Si nous acceptons la réalité, nous pouvons alors consacrer directement nos ressources au fardeau qui subsiste et aux facteurs de bonne santé qui ont permis à la plupart d'entre nous d'en être libérés. Malheureusement, ces approches fondées sur des données probantes profitent surtout aux personnes ayant de faibles moyens financiers.

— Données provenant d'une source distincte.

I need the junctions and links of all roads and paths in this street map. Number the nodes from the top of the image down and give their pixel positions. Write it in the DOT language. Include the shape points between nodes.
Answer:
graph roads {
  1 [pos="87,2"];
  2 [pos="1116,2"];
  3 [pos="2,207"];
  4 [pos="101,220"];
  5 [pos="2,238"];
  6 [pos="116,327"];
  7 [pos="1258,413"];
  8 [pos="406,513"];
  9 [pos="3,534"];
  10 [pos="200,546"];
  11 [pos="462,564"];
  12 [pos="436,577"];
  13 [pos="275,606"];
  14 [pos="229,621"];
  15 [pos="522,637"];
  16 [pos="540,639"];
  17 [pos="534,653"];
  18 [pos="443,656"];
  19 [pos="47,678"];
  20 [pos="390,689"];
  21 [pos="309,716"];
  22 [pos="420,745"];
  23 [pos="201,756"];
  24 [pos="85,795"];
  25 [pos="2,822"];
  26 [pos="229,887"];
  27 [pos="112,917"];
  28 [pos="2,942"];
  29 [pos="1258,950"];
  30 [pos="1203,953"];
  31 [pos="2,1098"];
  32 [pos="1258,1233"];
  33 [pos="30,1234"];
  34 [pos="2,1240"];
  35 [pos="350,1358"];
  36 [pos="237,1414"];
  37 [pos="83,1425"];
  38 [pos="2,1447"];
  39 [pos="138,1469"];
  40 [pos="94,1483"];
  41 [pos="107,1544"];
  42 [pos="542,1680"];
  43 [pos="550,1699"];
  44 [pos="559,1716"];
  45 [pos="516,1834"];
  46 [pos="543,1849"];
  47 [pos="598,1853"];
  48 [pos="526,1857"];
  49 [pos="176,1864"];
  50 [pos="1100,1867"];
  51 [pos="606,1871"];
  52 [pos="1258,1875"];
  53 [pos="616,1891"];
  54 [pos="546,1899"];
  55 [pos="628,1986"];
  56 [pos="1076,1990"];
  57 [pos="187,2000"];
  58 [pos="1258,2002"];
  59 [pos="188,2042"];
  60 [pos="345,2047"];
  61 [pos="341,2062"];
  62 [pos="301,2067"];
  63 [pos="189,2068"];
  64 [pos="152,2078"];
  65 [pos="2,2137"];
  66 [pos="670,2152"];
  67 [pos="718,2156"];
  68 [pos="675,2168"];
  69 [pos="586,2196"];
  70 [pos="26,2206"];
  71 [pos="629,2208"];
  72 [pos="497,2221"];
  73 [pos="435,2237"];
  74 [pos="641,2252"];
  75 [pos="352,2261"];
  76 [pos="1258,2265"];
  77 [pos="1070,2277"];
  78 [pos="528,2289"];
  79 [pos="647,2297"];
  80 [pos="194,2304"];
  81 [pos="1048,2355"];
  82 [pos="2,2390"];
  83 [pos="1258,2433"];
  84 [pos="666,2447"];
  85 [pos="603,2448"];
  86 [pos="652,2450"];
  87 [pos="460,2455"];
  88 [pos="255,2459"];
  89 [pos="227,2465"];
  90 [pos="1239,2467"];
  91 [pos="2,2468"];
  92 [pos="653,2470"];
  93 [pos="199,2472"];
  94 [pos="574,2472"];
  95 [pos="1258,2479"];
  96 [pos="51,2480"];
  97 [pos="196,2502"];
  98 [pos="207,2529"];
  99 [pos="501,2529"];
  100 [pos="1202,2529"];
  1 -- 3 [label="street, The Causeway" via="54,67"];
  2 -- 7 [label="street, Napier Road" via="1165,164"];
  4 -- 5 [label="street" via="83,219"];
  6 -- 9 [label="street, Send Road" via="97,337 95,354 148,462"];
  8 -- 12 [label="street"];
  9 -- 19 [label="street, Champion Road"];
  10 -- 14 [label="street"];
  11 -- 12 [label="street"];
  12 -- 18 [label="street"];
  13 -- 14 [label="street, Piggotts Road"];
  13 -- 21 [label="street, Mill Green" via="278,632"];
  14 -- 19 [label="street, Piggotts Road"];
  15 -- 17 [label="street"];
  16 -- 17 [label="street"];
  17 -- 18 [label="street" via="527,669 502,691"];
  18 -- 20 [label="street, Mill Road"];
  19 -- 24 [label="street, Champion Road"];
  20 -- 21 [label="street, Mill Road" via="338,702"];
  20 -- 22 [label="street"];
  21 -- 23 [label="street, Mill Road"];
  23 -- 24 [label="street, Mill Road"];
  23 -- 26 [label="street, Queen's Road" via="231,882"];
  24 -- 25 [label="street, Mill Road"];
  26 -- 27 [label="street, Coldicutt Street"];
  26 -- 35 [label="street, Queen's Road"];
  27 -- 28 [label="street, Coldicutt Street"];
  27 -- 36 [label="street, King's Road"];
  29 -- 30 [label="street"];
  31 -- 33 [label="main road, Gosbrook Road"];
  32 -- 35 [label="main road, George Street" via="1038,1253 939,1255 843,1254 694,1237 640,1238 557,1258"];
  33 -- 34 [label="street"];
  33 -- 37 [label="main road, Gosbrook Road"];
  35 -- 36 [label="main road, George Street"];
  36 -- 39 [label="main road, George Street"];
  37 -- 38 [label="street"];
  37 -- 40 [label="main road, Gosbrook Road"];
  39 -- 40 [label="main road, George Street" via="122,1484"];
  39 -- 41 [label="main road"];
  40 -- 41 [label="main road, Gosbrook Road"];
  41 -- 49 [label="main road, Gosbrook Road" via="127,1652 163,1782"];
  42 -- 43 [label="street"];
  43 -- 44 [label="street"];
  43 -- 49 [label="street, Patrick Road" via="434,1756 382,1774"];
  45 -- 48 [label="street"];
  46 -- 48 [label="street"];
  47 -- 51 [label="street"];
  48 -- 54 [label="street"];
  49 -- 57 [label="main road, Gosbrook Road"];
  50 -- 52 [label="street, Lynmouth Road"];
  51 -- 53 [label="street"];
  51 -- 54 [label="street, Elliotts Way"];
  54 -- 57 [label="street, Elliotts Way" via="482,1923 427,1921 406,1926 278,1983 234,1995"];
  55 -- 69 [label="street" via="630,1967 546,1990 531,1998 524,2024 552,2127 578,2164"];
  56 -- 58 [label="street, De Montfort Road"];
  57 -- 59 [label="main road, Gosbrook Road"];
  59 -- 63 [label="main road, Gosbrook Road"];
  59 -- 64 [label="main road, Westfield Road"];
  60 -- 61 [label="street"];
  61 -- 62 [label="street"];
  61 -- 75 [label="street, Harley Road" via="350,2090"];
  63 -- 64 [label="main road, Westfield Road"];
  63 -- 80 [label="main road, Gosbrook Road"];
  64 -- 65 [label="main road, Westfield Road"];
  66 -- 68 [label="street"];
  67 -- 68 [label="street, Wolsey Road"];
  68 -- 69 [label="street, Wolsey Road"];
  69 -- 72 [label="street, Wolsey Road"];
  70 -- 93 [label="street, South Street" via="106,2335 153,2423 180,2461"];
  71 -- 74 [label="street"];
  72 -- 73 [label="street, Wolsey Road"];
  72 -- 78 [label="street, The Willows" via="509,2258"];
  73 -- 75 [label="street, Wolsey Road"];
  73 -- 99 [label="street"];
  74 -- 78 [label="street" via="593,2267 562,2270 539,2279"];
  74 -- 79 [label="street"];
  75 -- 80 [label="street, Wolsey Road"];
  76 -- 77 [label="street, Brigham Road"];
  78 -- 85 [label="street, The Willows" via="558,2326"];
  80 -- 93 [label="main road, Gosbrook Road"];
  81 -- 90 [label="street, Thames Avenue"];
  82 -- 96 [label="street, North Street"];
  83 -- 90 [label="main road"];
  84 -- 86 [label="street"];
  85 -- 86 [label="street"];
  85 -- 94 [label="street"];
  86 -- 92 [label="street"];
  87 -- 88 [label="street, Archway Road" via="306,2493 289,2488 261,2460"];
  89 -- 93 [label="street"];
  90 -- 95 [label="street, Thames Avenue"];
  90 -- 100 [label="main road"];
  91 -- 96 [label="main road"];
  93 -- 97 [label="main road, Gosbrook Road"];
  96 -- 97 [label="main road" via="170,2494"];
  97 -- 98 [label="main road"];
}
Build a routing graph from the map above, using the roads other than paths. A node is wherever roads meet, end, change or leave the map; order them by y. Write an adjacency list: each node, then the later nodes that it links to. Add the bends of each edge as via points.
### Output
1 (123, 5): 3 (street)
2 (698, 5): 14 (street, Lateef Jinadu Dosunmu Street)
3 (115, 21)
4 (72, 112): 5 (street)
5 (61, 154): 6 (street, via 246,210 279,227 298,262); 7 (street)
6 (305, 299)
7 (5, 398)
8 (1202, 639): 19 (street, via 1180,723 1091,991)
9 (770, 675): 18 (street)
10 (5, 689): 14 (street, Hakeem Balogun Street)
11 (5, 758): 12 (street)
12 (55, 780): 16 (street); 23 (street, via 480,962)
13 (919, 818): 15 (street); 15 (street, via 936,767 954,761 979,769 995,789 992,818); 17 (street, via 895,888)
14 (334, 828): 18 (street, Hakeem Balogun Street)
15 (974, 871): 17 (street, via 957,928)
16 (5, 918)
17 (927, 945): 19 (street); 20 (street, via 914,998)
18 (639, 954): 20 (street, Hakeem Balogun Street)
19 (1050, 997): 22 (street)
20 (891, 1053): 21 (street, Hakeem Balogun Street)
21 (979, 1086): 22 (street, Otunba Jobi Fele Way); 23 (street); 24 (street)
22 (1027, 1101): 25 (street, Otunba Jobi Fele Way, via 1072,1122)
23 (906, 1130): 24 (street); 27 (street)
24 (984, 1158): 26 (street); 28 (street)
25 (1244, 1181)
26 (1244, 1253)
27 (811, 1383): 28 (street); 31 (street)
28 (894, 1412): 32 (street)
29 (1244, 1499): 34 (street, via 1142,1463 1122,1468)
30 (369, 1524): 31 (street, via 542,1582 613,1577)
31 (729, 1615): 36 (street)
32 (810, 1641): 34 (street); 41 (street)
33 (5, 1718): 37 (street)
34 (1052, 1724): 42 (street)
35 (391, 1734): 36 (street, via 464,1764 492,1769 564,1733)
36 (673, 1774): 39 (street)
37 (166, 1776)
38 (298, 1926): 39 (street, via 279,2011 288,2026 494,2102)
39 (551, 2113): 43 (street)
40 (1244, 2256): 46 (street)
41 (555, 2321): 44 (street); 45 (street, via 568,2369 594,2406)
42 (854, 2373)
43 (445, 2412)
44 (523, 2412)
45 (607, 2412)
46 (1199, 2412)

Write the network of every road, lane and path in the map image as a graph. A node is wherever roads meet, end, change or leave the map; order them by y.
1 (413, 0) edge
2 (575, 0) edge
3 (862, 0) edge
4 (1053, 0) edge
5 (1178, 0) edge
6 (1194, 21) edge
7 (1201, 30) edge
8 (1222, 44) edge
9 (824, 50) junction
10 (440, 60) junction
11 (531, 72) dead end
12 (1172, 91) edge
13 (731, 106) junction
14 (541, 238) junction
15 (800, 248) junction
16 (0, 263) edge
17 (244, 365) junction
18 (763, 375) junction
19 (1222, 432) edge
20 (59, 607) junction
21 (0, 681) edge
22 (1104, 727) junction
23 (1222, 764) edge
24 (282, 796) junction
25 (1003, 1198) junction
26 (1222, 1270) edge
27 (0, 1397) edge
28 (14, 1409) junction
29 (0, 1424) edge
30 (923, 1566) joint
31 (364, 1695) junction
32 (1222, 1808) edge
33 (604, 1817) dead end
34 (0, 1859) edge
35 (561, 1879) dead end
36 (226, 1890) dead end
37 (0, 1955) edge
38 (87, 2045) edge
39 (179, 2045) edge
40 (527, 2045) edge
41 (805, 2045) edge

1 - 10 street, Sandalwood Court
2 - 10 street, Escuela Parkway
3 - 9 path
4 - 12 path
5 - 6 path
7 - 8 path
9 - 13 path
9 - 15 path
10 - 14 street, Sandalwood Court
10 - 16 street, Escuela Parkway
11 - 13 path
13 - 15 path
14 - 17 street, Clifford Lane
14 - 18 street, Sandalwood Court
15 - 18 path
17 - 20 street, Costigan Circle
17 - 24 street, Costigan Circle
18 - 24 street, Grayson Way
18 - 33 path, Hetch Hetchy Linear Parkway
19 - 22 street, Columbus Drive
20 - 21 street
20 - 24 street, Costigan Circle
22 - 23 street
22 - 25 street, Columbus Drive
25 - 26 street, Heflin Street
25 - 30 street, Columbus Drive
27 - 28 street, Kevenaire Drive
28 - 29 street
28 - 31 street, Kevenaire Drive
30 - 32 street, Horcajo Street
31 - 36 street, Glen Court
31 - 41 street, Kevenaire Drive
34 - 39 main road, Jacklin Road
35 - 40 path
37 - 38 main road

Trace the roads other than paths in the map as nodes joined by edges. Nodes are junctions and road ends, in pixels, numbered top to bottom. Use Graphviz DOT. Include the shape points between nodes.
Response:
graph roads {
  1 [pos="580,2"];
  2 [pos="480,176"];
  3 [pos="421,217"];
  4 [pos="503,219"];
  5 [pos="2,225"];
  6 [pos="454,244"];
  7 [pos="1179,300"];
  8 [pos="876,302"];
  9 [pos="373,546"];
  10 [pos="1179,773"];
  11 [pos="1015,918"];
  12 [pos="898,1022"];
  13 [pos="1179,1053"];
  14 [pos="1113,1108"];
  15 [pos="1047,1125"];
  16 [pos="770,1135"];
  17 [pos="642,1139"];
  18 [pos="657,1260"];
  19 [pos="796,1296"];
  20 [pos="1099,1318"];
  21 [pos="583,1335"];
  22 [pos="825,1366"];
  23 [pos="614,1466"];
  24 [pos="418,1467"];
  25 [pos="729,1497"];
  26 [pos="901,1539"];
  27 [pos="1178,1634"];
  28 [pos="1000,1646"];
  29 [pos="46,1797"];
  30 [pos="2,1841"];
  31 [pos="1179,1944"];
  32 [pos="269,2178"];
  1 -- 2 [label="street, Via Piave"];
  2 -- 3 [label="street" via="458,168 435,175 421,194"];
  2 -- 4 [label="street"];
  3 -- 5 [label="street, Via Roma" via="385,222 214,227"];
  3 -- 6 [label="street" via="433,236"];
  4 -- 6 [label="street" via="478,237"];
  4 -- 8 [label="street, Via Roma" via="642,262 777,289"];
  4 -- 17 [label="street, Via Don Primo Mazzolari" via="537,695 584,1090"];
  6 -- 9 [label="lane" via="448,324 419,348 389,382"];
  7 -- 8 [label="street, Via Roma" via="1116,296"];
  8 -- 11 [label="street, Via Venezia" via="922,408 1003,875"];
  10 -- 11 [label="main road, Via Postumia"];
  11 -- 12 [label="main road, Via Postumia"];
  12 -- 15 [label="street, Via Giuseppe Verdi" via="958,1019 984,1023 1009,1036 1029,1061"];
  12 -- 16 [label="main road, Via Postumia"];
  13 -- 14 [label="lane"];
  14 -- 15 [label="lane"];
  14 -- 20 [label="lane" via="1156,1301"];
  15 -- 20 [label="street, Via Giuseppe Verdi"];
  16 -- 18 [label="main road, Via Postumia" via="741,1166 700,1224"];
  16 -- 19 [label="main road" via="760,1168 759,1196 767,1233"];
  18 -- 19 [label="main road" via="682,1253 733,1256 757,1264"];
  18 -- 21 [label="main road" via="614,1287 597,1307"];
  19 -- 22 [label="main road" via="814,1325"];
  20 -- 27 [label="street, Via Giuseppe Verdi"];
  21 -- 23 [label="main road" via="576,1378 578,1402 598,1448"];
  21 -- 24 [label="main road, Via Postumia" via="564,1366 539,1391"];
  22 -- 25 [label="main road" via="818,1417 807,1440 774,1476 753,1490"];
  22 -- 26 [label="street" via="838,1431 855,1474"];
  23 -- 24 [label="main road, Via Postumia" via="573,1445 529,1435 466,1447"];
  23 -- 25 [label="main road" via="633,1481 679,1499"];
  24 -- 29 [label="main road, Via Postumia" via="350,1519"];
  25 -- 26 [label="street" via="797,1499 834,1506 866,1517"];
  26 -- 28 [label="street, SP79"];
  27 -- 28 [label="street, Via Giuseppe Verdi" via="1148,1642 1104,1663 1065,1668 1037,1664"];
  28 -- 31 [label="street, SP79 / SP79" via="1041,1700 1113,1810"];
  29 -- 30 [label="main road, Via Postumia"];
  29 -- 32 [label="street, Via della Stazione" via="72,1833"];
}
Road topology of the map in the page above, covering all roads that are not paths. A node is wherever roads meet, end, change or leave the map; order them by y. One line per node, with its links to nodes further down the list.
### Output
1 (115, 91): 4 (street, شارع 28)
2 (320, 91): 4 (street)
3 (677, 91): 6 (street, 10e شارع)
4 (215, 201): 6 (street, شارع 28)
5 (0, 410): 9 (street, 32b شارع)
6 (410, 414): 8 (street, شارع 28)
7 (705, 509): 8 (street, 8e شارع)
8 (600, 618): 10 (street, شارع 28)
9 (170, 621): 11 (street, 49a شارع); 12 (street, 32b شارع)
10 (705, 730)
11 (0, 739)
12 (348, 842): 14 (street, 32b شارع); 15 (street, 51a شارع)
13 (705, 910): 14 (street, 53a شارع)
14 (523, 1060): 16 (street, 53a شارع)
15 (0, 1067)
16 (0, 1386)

Les responsables des politiques de santé mondiale doivent désormais tenir compte des impératifs financiers et ont prouvé qu'ils étaient capables de recourir à toutes sortes de stratagèmes, parfois dignes du Moyen Âge, pour parvenir à leurs fins. 

À propos de l’auteur

David Bell, chercheur principal au Brownstone Institute, est médecin de santé publique et consultant en biotechnologies dans le domaine de la santé mondiale. Il a été médecin et scientifique à l'Organisation mondiale de la Santé (OMS), responsable du programme sur le paludisme et les maladies fébriles à la Fondation pour les nouveaux diagnostics innovants (FIND) à Genève, en Suisse, et directeur des technologies de santé mondiale chez Intellectual Ventures Global Good Fund à Bellevue, dans l'État de Washington, aux États-Unis.